The prevalence of hypercholesterolaemia is similar in non-
insulin-dependent diabetic (
NIDDM) patients and in non-diabetic subjects. The prevalence of hypertriglyceridaemia and of low
high-density-lipoprotein (
HDL) cholesterol is roughly double the norm in
NIDDM, but the exact prevalence varies greatly from study to study.

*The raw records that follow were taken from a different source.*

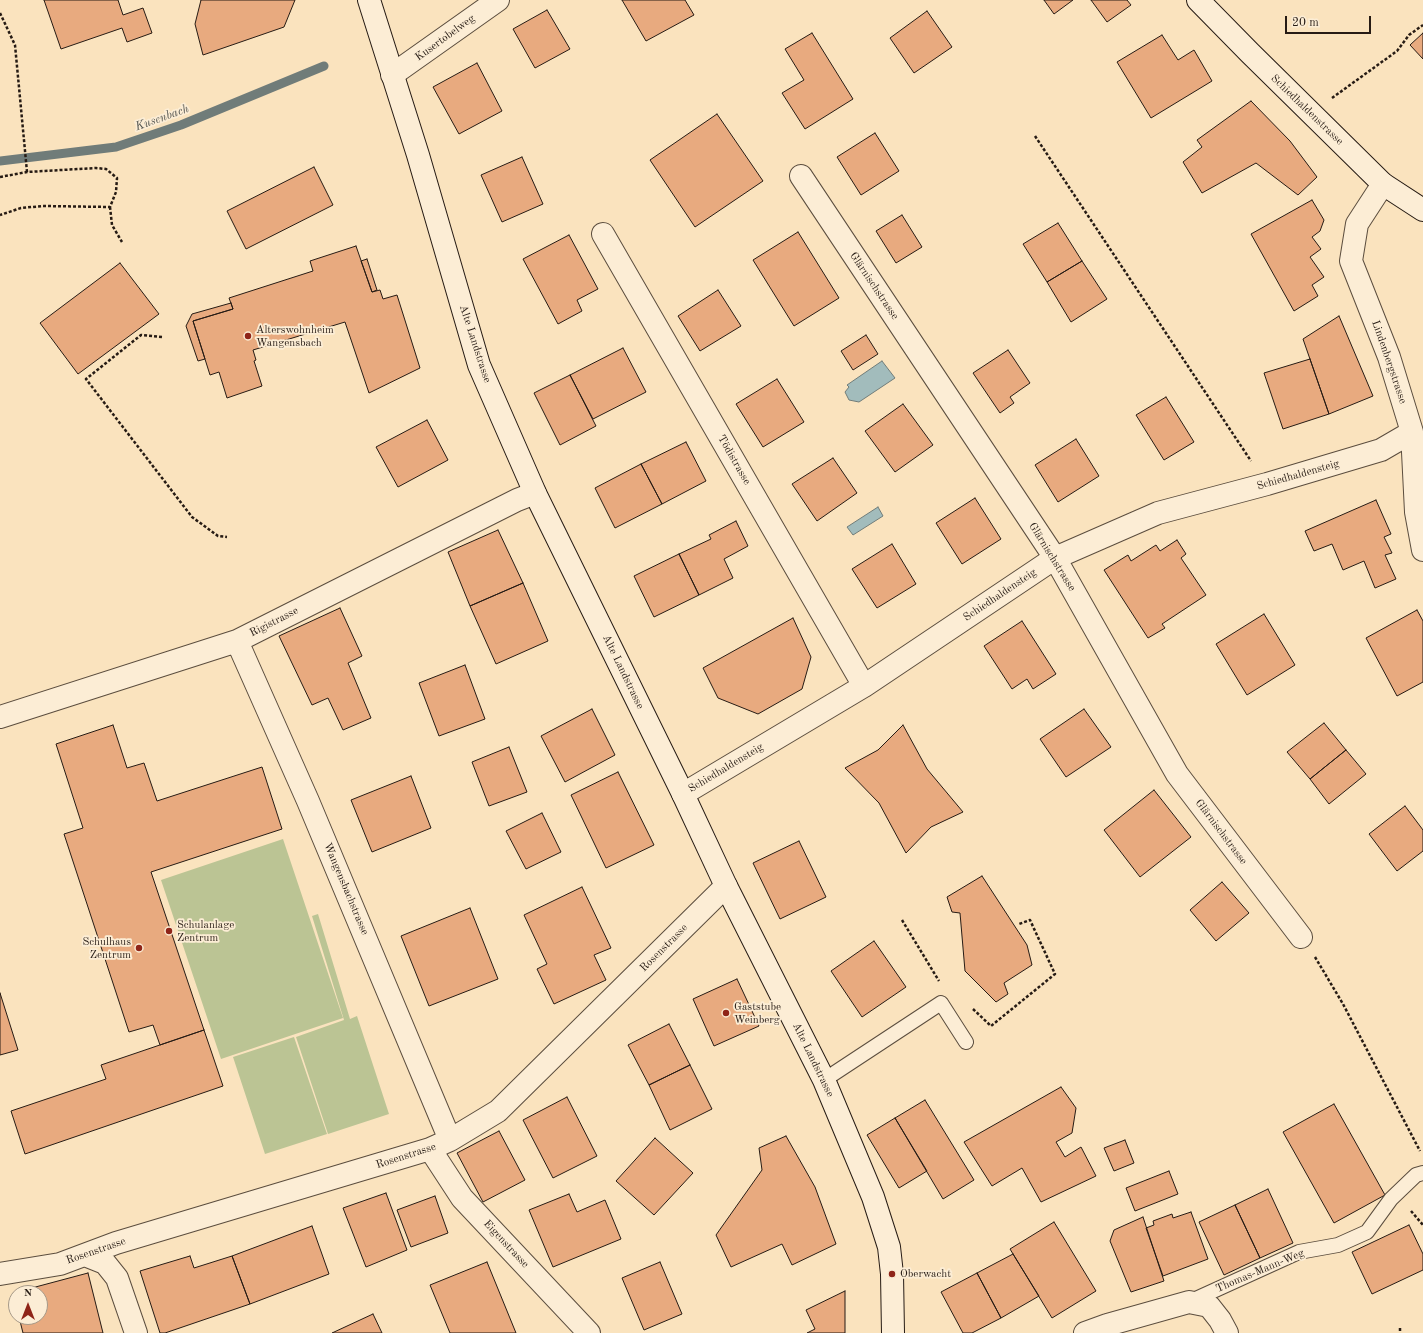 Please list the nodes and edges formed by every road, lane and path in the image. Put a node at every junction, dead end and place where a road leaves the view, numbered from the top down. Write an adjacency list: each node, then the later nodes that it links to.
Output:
1 (369, 0): 6 (street, Alte Landstrasse)
2 (498, 0): 6 (street, Kusertobelweg)
3 (1198, 0): 7 (street, Schiedhaldenstrasse)
4 (0, 12): 9 (path)
5 (1423, 25): 7 (path)
6 (392, 75): 21 (street, Alte Landstrasse)
7 (1311, 114): 12 (street, Schiedhaldenstrasse)
8 (1035, 136): 20 (path)
9 (27, 170): 11 (path); 13 (path)
10 (801, 176): 24 (street, Glärnischstrasse)
11 (0, 177)
12 (1383, 184): 14 (street, Schiedhaldenstrasse); 19 (street, Lindenbergstrasse)
13 (110, 207): 15 (path); 17 (path)
14 (1423, 210)
15 (0, 215)
16 (603, 234): 26 (street, Tödistrasse)
17 (122, 242)
18 (162, 337): 22 (path)
19 (1412, 432): 20 (street, Schiedhaldensteig); 23 (street, Lindenbergstrasse)
20 (1266, 484): 24 (street, Schiedhaldensteig)
21 (535, 494): 25 (street, Rigistrasse); 28 (street, Alte Landstrasse)
22 (227, 537)
23 (1423, 550)
24 (1055, 558): 26 (street, Schiedhaldensteig); 32 (street, Glärnischstrasse)
25 (237, 640): 27 (street, Rigistrasse); 37 (street, Wangensbachstrasse)
26 (864, 686): 28 (street, Schiedhaldensteig)
27 (0, 717)
28 (683, 794): 29 (street, Alte Landstrasse)
29 (726, 886): 36 (street, Alte Landstrasse); 37 (street, Rosenstrasse)
30 (902, 920): 33 (path)
31 (1019, 924): 34 (path)
32 (1301, 937): 39 (path)
33 (942, 1003): 34 (lane); 36 (lane)
34 (950, 1016): 35 (lane)
35 (966, 1042)
36 (824, 1080): 47 (street, Alte Landstrasse)
37 (450, 1140): 38 (street, Rosenstrasse)
38 (430, 1149): 41 (street, Rosenstrasse); 46 (street, Eigenstrasse)
39 (1423, 1156)
40 (1423, 1173): 43 (lane, Thomas-Mann-Weg)
41 (85, 1254): 42 (street, Rosenstrasse); 45 (street)
42 (0, 1274)
43 (1189, 1302): 48 (street); 49 (street)
44 (1400, 1328): 50 (path)
45 (136, 1333)
46 (589, 1333)
47 (893, 1333)
48 (1085, 1333)
49 (1227, 1333)
50 (1400, 1333)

Obesity and a familial form of hypertriglyceridaemia (conditions that may alter plasma
lipoprotein levels) are frequently observed in
NIDDM patients. In carefully controlled
NIDDM patients without concomitant primary hyperlipoproteinaemia,
body weight may be more important than glycaemic control or the type of treatment plan adopted in determining
lipoprotein levels. Hypertriglyceridaemia in
NIDDM is a result of both increased
very-low-density-lipoprotein (VLDL) synthesis and impaired VLDL catabolism. Whilst
low-density-lipoprotein (
LDL) levels are normal, the
LDL synthesis and removal rates may be increased. Low
high-density-lipoprotein (HDL) levels may be due to increased catabolism. In addition to quantitative changes in plasma
lipids and
lipoproteins.
NIDDM patients demonstrate qualitative
lipoprotein alterations. The size and density of
LDL particles in
NIDDM patients are greatly affected by
triglyceride levels. Smaller, denser
LDL particles have been observed in hypertriglyceridaemic subjects. Glycosylation of
apolipoproteins may alter the metabolic properties of
lipoproteins. Glycosylated and small, dense
LDL have an increased susceptibility to oxidation.